PyTorch and derivatives: A mathematical perspective

Published

February 3, 2026

Tensor spaces as Hilbert spaces

Derivatives, Jacobians, and gradients

Definition 1 Let $\mathcal{H}$ and $\mathcal{K}$ be two finite-dimensional Hilbert spaces. The derivative of a function $f: \mathcal{H} \to \mathcal{K}$ at a point $x \in \mathcal{H}$ and in the direction $v \in \mathcal{H}$ is defined as \[ f'(x)(v) = \lim_{t \to 0} \frac{f(x + tv) - f(x)}{t}, \] provided the limit exists. If the derivative exists for all $x \in \mathcal{H}$ and $v \in \mathcal{H}$, we say that $f$ is differentiable.
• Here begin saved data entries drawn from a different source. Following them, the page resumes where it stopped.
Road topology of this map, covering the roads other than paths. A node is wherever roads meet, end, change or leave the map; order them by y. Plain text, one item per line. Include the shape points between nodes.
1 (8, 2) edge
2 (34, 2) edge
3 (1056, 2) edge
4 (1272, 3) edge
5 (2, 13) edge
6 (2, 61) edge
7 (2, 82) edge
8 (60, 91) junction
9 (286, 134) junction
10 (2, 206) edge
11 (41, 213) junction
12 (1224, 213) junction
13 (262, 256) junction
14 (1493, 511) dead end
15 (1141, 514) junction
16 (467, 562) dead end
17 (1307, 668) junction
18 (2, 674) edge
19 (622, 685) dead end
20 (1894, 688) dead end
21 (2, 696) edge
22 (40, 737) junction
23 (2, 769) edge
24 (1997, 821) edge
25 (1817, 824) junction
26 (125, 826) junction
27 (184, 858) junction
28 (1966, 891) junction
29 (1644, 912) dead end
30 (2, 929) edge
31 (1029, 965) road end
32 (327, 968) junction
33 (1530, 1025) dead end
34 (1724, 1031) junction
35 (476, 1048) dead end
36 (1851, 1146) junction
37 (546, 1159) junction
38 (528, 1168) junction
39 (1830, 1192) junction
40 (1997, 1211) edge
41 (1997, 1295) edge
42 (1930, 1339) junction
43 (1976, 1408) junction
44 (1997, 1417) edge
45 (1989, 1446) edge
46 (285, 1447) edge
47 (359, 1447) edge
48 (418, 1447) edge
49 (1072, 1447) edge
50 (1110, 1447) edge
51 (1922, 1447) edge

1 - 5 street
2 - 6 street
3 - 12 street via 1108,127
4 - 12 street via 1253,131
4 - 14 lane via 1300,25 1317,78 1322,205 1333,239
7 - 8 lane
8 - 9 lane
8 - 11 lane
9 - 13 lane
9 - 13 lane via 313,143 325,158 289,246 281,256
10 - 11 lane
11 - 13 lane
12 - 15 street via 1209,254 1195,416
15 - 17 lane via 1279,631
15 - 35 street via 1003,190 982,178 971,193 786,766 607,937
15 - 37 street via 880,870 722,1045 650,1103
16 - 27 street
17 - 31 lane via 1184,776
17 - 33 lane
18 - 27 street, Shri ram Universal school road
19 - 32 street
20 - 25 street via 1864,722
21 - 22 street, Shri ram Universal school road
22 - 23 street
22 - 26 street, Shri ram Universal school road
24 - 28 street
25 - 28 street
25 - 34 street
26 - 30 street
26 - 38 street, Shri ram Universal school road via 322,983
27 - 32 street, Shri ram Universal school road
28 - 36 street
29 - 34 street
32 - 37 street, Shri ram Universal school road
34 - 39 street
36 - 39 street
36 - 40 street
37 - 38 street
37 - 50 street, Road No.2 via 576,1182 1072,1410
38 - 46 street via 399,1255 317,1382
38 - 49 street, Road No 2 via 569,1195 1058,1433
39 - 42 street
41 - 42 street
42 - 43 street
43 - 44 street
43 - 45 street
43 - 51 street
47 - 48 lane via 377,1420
Technically, the type of differentiability I’ve defined here is called Gateaux differentiability, and it is a weaker condition than the more commonly used notion of Fréchet differentiability. Roughly speaking, a function is Fréchet differentiable at a point if it can be well approximated by a linear function in a neighborhood of that point, whereas Gateaux differentiability only requires the existence of directional derivatives. However, for our purposes in this post, we will implicitly assume that all our functions are Fréchet differentiable, in which case the derivative (as defined above) of a differentiable function yields a linear map $f'(x): \mathcal{H} \to \mathcal{K}$ with $v \mapsto f'(x)(v)$.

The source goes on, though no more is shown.